DIRECTIONS:
Below are the records; copy each line in them that holds the word "main".
DATA TO PROCESS START
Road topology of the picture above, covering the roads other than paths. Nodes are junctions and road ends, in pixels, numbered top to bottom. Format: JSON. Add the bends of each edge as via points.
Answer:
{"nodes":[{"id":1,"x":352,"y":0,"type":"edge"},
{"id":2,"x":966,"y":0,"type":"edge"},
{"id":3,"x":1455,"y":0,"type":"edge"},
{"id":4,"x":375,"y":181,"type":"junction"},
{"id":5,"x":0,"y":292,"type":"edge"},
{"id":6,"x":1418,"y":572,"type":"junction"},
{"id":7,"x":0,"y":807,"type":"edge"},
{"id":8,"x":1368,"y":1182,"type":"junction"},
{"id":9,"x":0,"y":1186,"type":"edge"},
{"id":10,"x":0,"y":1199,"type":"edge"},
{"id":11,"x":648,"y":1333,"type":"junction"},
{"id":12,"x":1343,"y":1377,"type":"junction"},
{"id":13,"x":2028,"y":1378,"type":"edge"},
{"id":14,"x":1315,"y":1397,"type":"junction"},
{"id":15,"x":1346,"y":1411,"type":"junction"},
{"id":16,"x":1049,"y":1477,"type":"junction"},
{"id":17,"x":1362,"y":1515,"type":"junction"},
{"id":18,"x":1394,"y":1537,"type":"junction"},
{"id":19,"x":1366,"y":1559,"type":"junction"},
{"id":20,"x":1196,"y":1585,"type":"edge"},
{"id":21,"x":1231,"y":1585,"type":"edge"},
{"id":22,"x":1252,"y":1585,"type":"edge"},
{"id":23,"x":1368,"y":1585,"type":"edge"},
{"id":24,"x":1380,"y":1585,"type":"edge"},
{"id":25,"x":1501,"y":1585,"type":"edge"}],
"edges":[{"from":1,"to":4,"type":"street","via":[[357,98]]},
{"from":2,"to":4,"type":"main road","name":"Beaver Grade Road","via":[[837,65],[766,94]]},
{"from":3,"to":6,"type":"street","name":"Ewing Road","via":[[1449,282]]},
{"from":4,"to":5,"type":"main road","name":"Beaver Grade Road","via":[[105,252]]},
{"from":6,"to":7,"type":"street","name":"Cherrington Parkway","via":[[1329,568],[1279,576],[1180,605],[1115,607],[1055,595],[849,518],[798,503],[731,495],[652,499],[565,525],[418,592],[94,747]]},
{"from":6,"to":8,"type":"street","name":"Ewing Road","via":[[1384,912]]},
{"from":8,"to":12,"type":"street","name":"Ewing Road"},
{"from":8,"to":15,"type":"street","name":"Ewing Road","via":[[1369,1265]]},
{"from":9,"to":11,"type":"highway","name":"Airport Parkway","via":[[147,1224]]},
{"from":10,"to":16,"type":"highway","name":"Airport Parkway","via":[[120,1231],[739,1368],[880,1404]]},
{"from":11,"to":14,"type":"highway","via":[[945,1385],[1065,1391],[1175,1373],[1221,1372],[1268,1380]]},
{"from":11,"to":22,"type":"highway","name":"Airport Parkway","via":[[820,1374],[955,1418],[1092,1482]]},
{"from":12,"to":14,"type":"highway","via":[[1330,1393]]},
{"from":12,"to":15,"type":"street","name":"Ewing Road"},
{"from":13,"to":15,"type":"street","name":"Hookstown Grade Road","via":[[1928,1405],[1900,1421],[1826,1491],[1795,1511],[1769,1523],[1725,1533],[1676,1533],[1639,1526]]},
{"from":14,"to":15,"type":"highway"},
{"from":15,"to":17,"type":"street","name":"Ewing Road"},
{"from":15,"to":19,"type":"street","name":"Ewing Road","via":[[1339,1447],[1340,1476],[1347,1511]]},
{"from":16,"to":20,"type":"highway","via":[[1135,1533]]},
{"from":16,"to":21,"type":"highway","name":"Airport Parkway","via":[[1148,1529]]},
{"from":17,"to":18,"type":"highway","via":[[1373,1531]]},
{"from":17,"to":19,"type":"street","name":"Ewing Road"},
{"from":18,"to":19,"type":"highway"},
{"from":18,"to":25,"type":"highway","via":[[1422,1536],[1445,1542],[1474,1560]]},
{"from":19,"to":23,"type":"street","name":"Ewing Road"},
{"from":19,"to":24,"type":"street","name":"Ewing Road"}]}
DATA TO PROCESS END
ANSWER SECTION:
{"from":2,"to":4,"type":"main road","name":"Beaver Grade Road","via":[[837,65],[766,94]]},
{"from":4,"to":5,"type":"main road","name":"Beaver Grade Road","via":[[105,252]]},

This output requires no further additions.